Seabass a la Plancha at Sea Vintage

Seabass a la Plancha at Sea Vintage

Wright Brothers

When in full weekend pomp I am probably not alone in finding Spitalfields Market something of a horror show. But I need to qualify this, for in Wright Brothers it is home to a gem of a seafood restaurant. We opened with fried oysters with Louis Sauce, which were light and moreish, home smoked mackerel with gentleman’s relish, which deserves musical metaphors I have too much self respect to use, and Galician octopus, chorizo, broad beans and garlic, which seemed rather brash in comparison, but it’s not a dish one orders for delicate perfumes. Salt-baked seabream, carved up at the table, was soft and yielding, and resplendent with umami qualities one doesn’t normally associate with fish. My trusted companion watched me warily as I tried her stone bass with tarragon risotto, which was nothing short of a flavour party. After a fairly standard lemon posset for pudding, the one sad note was the cheese selection (only two – and fairly uninspired at that). Before wine and service one is looking at very close to three figures here and if you want to get involved with the shellfish and oysters…well, let us just say it is a good thing that the food at Wright Brothers is of a standard that you’d be happy to go there for a special occasion.

8a Lamb Street, E1 6EA
wrightbrothers.co.uk

Wright Brothers. Photograph: Paul Winch-Furness

The Richmond

Of all the places earmarked to visit for this parvum opus, the Richmond was perhaps the one to which I was looking forward the most; a raw food bar complete with enthusiastic reviews from the ladies and gentlemen of the press – all very promising. The much-hyped raw dishes came first, with the standout a wonderfully delicate scallop carpaccio, while the sea bass tartare divided opinion. I thought it was subtle and suggestive, my ever-hard-to-please companion found it bland.

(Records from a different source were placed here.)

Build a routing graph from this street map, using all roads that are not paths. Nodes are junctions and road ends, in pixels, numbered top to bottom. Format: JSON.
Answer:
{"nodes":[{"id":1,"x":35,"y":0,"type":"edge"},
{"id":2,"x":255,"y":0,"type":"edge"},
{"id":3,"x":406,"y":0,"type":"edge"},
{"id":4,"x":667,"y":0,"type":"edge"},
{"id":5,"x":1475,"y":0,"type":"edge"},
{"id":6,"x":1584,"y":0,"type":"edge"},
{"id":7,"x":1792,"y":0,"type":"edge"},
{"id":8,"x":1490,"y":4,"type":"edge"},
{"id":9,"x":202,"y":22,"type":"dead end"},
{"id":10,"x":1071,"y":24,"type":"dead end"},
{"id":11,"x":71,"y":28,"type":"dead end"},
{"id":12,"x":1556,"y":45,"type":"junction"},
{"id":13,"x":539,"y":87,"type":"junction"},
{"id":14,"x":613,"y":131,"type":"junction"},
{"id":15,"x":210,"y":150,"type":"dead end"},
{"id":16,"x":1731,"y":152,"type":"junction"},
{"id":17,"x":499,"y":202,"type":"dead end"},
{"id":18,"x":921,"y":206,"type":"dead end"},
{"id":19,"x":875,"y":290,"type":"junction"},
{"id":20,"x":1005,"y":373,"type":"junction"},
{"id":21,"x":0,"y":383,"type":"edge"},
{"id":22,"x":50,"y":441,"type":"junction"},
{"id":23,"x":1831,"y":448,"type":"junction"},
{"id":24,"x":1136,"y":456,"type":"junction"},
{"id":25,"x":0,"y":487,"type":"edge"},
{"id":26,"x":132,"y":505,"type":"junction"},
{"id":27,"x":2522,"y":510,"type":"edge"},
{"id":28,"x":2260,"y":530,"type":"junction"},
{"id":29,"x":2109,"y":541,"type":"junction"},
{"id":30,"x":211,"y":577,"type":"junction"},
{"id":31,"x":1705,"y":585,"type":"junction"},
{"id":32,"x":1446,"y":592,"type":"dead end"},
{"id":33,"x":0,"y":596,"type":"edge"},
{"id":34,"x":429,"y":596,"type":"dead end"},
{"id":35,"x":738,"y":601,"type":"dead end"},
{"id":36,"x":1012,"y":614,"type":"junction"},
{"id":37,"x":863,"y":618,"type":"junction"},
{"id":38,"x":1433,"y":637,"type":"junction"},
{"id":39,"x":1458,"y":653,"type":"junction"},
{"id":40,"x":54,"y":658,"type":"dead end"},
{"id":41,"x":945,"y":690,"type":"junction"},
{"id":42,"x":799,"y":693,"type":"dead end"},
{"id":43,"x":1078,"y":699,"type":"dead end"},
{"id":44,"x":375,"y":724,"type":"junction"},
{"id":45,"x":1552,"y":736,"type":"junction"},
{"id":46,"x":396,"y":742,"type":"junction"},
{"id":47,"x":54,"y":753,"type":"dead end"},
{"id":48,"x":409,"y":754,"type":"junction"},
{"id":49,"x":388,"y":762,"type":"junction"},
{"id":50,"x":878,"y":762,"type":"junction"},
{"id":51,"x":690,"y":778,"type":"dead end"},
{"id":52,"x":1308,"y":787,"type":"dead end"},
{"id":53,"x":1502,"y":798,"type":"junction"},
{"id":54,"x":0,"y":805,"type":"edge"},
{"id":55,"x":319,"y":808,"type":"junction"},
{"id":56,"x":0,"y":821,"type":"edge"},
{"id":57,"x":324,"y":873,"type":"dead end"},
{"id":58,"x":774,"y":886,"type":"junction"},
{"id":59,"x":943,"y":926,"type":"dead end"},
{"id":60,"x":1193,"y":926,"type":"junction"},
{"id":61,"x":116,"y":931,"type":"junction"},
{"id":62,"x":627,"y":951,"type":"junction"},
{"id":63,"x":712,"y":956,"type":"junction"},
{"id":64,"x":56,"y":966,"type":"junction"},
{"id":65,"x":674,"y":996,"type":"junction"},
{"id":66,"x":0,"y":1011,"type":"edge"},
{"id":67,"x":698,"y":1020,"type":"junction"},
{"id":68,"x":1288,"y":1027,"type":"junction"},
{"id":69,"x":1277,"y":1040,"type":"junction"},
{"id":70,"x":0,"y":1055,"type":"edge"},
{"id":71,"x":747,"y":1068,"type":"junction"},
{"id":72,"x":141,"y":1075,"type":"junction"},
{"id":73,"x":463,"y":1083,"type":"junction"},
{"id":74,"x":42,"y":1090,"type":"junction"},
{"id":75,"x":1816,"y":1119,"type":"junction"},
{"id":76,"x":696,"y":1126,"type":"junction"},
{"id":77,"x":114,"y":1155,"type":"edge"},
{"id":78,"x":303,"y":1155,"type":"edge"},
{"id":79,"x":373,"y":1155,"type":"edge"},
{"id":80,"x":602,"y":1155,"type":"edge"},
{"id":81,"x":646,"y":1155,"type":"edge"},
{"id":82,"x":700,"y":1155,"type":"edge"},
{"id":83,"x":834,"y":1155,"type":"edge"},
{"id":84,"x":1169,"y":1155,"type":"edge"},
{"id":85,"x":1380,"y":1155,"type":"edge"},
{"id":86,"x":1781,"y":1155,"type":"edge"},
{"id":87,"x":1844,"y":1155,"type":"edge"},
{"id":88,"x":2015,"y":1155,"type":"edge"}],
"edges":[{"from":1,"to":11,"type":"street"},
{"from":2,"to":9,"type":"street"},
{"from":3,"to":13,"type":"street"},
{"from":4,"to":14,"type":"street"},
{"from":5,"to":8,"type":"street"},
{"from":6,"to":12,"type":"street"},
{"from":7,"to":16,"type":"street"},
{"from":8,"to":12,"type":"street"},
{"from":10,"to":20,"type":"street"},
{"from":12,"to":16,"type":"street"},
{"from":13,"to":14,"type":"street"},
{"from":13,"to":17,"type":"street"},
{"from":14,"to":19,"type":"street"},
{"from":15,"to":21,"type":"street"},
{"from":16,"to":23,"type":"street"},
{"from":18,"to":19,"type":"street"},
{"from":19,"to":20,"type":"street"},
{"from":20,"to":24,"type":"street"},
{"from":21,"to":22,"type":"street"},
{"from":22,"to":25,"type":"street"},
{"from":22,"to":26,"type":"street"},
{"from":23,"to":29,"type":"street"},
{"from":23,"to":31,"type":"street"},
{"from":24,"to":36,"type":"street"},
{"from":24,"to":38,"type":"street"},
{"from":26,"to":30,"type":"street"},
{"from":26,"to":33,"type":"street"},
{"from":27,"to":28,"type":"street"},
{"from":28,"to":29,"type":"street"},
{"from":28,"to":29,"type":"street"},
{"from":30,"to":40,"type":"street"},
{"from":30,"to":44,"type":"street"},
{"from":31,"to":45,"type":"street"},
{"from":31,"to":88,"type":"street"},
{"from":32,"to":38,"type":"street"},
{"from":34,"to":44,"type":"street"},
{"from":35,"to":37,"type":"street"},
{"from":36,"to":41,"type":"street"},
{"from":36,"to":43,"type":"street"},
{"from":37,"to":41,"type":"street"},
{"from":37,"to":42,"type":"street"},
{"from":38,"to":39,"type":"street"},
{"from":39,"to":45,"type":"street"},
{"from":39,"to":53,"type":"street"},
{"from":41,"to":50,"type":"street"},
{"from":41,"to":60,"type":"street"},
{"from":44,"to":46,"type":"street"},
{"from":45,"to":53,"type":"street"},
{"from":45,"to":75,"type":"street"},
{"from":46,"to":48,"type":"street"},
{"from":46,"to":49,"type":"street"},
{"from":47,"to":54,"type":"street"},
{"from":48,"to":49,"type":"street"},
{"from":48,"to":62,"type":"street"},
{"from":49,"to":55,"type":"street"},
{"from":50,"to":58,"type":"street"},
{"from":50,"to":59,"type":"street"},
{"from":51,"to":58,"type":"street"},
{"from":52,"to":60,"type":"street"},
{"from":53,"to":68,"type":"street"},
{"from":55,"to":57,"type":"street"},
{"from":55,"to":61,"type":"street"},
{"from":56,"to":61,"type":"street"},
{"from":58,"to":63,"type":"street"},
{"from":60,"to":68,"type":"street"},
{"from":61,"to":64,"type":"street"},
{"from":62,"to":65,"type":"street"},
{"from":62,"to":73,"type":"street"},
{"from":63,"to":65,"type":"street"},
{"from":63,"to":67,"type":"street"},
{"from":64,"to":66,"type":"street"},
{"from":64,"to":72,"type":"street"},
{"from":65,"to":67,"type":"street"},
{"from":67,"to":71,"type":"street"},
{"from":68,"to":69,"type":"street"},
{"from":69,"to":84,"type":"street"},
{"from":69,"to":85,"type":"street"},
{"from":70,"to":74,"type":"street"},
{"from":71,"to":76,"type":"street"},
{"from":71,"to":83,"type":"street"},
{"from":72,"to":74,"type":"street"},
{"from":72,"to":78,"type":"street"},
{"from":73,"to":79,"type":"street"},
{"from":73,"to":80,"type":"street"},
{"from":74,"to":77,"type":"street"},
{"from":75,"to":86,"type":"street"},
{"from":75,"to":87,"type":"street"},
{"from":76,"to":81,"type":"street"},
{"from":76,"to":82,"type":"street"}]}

On the tuna tartare with aubergine and harissa, we were more in concord. It felt like too much, flavours falling over each other, with none of them quite winning. We were actually rather in the market for crab muffins, but they had run out (it was 9.30pm on Monday evening), so instead we opted for cooked scallops, which resisted and surrendered in the right proportions. Our cooked mains, I’m sad to say, did not treat us so well. Both the hake and mackerel we ordered had been overcooked into dry submission, though some saag-like spinach on the side treated us better (it would come back to haunt us during our gambrinous post-prandial debrief, however). For dessert, lovage cake was an interesting sweet-herby conclusion to the meal and the banana tart was perfectly serviceable and sugary. But at just above the £100 mark (pre-wine and service), I’d have hoped for better,
Monday night or not.

316 Queensbridge Rd, London E8 3NH
therichmondhackney.com

A ‘Sunday Roast’ at Mussel Men

Mussel Men

I would like to think the team behind Mussel Men came up with the name first and followed it up with the concept. As the puntastic moniker suggests, they take a much less po-faced approach to seafood here. One senses, however, that they do take the business of seafood more seriously. The potted crayfish were delicately fragrant and fresh, though perhaps the butter layer felt a little bit like the contents of 1970s Elvis’ arteries. I had a generous bowl of mussels mariniere next, which were refreshingly not drowning in sauce, allowing the mussels to do the talking. “We’ve been nicely done to a meaty but yielding texture, and we taste a bit like we remember what it was like to live in salt water,” I think they were saying. The fries tasted a little fast foody … in a good way, and as an ardent advocate of the potato, I had a lot of time for the velveteen mash on the side. If you happen to be in the area and get the urge for seafood in genuinely unpretentious surroundings (one feels they are making a point of it), pop your head in.